“This partnership brings together three leaders, each with our own strengths: Stellantis’ vehicle expertise, Uber’s global mobility platform and Wayve’s embodied AI,” said Kaity Fischer, Wayve’s VP of Commercial and Operations.
As for the cars themselves, last year Stellantis announced that it intended to use its pre-existing vehicular architecture for this project, but the latest imagery suggests the taxis may actually be unique models.
Though specific details on launch timings or production capacity hasn’t been announced recently, last year Uber said it plans to launch services “in select cities worldwide, starting with 5,000 units, with initial operations beginning in the United States”. It is expected production won’t start until 2028, however, with testing to ramp up closer to that date.

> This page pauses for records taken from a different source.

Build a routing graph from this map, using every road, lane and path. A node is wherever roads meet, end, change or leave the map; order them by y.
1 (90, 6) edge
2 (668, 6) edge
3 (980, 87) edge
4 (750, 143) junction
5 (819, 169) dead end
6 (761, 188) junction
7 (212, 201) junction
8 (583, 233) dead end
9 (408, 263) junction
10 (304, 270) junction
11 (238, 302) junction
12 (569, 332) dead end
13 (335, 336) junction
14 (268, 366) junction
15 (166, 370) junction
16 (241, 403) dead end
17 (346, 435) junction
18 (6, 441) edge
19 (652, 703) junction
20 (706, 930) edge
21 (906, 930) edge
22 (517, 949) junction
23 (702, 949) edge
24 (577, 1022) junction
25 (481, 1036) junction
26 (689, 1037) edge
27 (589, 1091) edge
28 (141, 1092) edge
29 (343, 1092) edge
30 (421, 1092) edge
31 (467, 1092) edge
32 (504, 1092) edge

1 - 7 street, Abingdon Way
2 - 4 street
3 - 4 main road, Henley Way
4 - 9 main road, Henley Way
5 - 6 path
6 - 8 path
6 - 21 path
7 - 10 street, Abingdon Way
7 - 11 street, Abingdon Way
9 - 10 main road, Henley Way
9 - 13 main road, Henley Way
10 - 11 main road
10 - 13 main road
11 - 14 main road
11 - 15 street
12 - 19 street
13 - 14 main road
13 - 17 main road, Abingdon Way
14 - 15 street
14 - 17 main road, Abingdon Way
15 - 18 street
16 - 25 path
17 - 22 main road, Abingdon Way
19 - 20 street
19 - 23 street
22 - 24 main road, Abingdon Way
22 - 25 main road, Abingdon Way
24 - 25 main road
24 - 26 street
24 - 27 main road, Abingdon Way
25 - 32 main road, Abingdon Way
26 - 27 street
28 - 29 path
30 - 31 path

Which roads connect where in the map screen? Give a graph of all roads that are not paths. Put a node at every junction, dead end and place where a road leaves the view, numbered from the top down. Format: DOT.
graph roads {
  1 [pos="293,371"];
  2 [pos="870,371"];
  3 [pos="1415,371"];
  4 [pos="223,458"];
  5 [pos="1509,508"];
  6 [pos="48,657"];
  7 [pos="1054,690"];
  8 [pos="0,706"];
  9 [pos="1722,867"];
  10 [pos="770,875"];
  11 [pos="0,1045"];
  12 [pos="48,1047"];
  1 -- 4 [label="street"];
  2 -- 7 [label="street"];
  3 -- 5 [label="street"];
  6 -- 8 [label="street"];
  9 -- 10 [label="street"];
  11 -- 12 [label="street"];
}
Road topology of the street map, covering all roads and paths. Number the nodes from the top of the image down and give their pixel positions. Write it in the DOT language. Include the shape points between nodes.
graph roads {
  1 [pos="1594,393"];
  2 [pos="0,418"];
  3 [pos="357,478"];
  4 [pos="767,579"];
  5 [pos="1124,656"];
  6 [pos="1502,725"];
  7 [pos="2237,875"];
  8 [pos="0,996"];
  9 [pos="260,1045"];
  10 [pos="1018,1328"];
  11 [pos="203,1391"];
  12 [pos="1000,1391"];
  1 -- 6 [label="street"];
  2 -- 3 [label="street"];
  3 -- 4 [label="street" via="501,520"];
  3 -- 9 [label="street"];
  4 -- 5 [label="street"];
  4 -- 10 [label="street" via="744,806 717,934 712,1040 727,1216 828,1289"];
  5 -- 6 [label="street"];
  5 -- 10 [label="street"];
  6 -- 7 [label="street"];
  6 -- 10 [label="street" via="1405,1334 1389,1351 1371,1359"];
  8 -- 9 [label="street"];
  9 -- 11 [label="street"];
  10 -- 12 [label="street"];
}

That’s not to say we won’t see driverless Uber services in the UK before then, however. The firm has already announced its plans to offer pilot autonomous taxi rides in London from spring 2026 in line with Government legislation. These vehicles will be modified Ford Mustang Mach-E models, also powered by Wayve.
It’s worth noting that the launch of these Stellantis autonomous vehicles will come a long time after Tesla and Waymo enter the UK autonomous taxi market. The latter has declared it will also launch pilot services in London in 2026, whilst Tesla is yet to announce anything yet. It has been spotted testing its systems around the tricky streets of the nation’s capital, however.